Sulla riß sich zusammen. Er wollte nicht mehr an das Amt des Prätors denken, denn das war, wie er wußte, eine Illusion. »Was ist mit der Prophezeiung?« fragte er unvermittelt. »Martha hat ausdrücklich gesagt, du würdest siebenmal Konsul von Rom sein.«

»Ich werde siebenmal Konsul sein, Lucius Cornelius.«

»Du glaubst daran.«

»Ja.«

Sulla seufzte. »Ich wäre schon froh, wenn ich nur Prätor würde.«

Mit einer Gesichtslähmung lassen sich wunderbar spöttische Laute erzeugen, und einen solchen Laut gab Marius nun von sich. »Quatsch!« sagte er energisch. »Du bist der geborene Konsul, Lucius Cornelius. Und eines Tages wirst du der Erste Mann in Rom sein.«

»Ich danke dir für dein Vertrauen, Gaius Marius«, Sulla lachte ein wenig gequält mit, fast so wie Marius selbst. »Immerhin, bedenkt man den Altersunterschied zwischen uns, werde ich wohl kaum mit dir um den Titel konkurrieren«, sagte er.

Marius lachte. »Das wäre ein Kampf der Titanen! Aber die Gefahr besteht nicht«, entgegnete Marius mit großer Überzeugung.

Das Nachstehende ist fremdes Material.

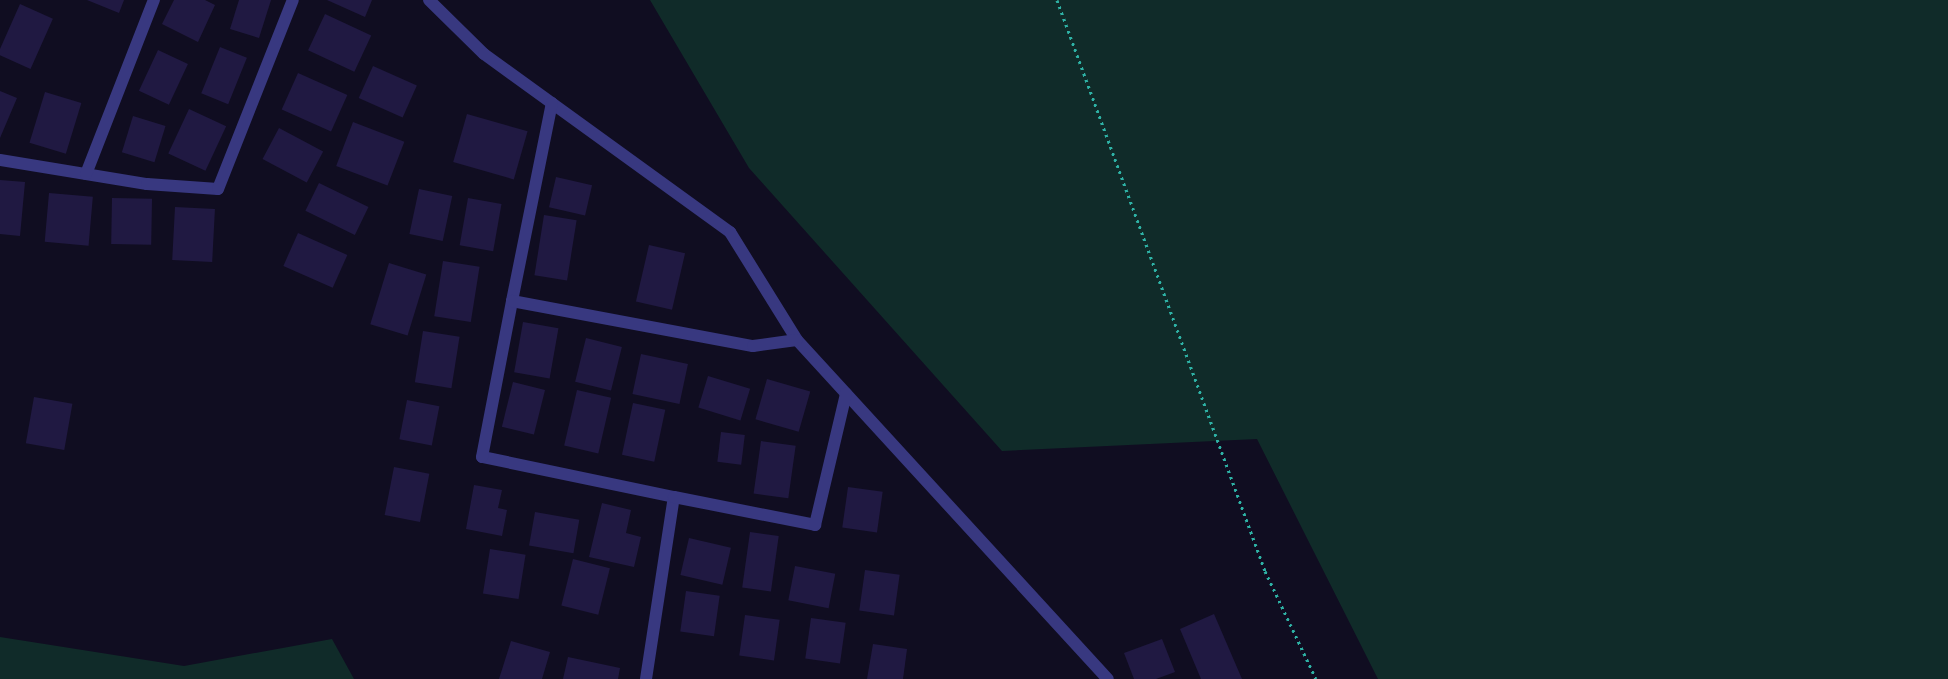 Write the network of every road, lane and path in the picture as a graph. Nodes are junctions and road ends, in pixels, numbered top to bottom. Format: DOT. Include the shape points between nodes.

»Wenn du dich aus dem Amt zurückziehst und das Haus nicht mehr betrittst, wirst du nicht länger der Erste Mann in Rom sein, Gaius Marius.«

»Ja, das stimmt. Aber, Lucius Cornelius, ich hatte eine gute Zeit. Und sobald diese schrecklichen Heimsuchungen vorbei sind, stehe ich wieder auf der Tribüne.«

»Und in der Zwischenzeit, wer soll da der Erste Mann in Rom sein?« fragte Sulla. »Scaurus? Catulus?«

»Nemo!« brüllte Marius und lachte schallend. »Niemand! Das ist der größte Spaß. Niemand von denen kann in meine Fußstapfen treten!«

Sulla fiel in das Lachen ein. Er legte den Arm um Marius’ Schultern, drückte ihn herzlich, und Arm in Arm machten sie sich auf den Heimweg von der Saepta. Vor ihnen erhob sich der kapitolinische Hügel, ein breiter Strahl kühler Herbstsonne fiel auf den von vier Pferden gezogenen Wagen der Siegesgöttin, der auf dem Giebeldreieck des Tempels des Jupiter Optimus Maximus stand. Die Sonnenstrahlen spiegelten sich in der Vergoldung und tauchten ganz Rom in gleißendes Gold.

»Mir brennen die Augen!« rief Sulla in echtem Schmerz. Aber er konnte die Augen nicht abwenden.